Stored data:
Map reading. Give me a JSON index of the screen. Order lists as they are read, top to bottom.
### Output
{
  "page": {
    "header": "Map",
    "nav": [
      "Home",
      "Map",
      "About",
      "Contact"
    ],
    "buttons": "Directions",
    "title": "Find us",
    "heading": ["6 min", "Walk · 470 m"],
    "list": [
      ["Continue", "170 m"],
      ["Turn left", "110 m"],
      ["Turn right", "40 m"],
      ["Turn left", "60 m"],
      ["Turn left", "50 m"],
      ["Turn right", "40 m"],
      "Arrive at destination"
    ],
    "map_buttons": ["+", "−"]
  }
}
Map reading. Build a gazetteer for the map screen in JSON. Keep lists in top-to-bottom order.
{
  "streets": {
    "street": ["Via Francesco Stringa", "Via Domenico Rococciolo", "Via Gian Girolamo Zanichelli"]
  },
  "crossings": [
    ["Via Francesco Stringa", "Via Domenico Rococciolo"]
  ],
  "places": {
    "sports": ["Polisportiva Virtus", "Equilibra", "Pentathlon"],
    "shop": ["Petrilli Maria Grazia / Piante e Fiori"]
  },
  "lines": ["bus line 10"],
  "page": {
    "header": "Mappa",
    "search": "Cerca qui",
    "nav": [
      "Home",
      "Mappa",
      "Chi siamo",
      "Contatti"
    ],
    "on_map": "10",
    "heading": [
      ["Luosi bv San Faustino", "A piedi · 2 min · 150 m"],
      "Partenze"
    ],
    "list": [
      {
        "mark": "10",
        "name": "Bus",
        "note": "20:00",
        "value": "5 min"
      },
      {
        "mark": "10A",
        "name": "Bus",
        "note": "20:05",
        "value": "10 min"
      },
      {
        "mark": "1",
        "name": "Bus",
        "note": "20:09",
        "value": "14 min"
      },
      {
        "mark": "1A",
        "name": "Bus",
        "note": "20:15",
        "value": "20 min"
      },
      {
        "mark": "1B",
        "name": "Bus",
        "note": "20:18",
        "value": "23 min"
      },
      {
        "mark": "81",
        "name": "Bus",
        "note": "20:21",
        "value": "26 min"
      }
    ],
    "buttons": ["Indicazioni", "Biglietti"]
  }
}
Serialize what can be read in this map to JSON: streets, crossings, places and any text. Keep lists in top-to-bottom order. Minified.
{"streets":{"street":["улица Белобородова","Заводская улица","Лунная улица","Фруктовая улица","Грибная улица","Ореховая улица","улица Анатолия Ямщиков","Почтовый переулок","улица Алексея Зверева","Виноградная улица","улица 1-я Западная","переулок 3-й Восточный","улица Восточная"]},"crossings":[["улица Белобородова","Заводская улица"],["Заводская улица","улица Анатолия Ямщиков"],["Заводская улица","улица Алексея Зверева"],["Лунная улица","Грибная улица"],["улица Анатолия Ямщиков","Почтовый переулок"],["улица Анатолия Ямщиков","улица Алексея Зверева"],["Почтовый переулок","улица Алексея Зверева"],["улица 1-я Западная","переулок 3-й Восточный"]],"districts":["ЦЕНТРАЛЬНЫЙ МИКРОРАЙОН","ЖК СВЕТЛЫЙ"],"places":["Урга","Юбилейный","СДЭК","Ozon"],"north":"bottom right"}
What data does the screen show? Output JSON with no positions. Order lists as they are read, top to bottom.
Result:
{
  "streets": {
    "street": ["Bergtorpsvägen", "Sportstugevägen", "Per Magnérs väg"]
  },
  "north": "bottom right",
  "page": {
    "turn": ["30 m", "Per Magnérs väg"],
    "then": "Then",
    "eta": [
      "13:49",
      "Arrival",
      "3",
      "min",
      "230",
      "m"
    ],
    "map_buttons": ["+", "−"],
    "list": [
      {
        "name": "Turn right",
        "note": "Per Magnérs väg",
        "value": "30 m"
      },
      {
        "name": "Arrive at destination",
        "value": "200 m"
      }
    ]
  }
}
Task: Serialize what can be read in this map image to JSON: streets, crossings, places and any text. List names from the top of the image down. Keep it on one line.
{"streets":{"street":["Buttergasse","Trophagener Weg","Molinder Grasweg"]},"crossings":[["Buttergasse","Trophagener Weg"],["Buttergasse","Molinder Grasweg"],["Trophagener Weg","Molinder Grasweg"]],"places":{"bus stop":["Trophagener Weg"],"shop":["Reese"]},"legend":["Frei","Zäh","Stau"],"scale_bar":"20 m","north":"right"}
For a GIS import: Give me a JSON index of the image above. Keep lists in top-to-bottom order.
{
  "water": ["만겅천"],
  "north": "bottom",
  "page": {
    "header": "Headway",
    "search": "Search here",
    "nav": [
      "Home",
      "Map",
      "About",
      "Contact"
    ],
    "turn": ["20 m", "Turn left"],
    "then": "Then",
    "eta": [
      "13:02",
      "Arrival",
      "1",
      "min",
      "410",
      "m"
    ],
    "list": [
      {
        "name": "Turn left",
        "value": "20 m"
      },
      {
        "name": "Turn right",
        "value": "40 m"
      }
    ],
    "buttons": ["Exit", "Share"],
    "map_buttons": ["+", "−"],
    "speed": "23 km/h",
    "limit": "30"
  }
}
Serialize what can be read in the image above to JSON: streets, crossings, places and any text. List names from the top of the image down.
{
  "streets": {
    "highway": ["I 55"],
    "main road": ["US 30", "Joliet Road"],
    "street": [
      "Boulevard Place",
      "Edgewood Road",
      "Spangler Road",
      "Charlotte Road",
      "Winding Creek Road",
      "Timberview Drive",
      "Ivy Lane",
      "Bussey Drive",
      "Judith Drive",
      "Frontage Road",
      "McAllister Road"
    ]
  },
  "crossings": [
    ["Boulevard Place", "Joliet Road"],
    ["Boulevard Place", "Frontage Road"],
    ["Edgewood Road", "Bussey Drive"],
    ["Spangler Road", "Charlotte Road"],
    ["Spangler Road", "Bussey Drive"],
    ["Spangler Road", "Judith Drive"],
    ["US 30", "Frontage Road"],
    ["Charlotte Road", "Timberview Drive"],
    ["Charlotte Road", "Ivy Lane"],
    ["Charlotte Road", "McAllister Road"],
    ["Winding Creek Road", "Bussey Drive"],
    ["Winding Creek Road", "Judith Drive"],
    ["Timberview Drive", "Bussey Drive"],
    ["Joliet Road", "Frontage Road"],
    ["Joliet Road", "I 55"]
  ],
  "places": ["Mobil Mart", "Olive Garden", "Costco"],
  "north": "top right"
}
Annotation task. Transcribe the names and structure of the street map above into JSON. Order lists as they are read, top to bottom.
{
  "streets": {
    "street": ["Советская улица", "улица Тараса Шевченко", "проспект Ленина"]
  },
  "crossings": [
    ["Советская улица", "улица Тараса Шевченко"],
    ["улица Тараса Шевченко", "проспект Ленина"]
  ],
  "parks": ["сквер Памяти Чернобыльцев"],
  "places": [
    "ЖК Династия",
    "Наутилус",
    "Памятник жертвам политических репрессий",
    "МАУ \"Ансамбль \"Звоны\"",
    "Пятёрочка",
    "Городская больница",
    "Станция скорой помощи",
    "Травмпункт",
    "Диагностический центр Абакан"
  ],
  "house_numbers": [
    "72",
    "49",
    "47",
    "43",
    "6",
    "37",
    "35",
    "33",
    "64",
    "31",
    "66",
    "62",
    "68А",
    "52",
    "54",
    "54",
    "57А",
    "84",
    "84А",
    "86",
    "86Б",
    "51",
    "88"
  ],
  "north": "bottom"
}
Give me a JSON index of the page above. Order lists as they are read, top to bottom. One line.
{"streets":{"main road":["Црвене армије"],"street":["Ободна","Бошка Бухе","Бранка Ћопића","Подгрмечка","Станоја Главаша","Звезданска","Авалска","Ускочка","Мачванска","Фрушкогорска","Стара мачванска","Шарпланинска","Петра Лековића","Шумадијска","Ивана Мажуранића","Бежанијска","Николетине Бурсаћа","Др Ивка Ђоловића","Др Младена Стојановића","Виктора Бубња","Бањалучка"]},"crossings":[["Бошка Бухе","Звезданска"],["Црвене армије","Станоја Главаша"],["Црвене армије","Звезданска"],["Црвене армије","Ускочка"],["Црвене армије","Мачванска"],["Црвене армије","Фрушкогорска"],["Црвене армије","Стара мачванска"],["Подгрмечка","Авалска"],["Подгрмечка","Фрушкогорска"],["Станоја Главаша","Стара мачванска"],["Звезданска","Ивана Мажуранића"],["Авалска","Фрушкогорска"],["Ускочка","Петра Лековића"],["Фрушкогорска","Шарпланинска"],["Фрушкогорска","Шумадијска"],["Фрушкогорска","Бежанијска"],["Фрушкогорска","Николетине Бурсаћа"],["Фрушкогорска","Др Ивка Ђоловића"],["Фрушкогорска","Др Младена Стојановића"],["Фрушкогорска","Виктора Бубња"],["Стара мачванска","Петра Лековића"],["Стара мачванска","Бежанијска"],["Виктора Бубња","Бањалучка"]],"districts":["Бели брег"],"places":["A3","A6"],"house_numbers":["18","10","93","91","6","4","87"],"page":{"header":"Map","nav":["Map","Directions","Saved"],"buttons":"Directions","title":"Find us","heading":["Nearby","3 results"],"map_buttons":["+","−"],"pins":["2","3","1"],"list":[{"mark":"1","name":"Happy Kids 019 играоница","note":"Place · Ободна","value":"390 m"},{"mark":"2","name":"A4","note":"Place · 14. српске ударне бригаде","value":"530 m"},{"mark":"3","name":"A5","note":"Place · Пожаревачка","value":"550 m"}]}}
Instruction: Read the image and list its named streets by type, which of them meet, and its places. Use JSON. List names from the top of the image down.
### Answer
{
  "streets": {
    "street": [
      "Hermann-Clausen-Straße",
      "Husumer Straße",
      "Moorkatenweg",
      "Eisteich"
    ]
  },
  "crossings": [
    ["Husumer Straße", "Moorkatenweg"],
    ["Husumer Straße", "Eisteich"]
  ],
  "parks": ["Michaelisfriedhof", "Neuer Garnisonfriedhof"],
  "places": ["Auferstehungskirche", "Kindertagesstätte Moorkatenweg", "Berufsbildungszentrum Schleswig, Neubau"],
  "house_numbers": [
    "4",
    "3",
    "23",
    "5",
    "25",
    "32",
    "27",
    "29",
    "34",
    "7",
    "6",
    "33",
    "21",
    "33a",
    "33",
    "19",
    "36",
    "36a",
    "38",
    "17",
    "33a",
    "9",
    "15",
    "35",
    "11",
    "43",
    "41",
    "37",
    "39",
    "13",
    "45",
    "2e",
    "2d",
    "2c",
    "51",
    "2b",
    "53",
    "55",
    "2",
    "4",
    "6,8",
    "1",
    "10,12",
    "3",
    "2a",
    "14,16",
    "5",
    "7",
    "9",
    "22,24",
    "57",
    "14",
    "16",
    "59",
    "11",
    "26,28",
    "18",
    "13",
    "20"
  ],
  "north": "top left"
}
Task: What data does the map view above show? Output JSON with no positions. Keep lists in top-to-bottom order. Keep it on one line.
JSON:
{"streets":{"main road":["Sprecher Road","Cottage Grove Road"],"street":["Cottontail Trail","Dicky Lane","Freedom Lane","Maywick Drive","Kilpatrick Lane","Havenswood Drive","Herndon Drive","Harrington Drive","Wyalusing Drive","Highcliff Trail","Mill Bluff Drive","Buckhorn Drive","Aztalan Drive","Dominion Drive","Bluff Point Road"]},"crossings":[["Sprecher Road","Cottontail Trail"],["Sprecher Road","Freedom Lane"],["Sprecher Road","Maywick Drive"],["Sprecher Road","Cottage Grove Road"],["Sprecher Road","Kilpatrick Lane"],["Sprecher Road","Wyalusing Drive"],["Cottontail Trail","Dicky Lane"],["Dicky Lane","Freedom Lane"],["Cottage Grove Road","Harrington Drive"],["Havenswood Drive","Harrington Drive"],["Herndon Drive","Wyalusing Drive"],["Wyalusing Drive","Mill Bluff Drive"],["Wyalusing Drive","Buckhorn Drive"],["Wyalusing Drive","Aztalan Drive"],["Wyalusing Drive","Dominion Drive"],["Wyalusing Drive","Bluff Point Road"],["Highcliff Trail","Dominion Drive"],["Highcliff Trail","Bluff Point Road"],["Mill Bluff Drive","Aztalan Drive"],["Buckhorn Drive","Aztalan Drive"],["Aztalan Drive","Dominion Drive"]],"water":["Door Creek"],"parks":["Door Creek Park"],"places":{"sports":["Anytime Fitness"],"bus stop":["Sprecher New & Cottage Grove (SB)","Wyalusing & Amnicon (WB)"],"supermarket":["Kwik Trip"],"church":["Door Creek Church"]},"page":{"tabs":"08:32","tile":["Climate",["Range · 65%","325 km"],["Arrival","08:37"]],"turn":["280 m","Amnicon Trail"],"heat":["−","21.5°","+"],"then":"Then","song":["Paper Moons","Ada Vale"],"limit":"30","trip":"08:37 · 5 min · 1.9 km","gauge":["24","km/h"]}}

What you will do: Pull out all lines from the listing that contain the string "Magnérs".

Solution:
    "street": ["Bergtorpsvägen", "Sportstugevägen", "Per Magnérs väg"]
    "turn": ["30 m", "Per Magnérs väg"],
        "note": "Per Magnérs väg",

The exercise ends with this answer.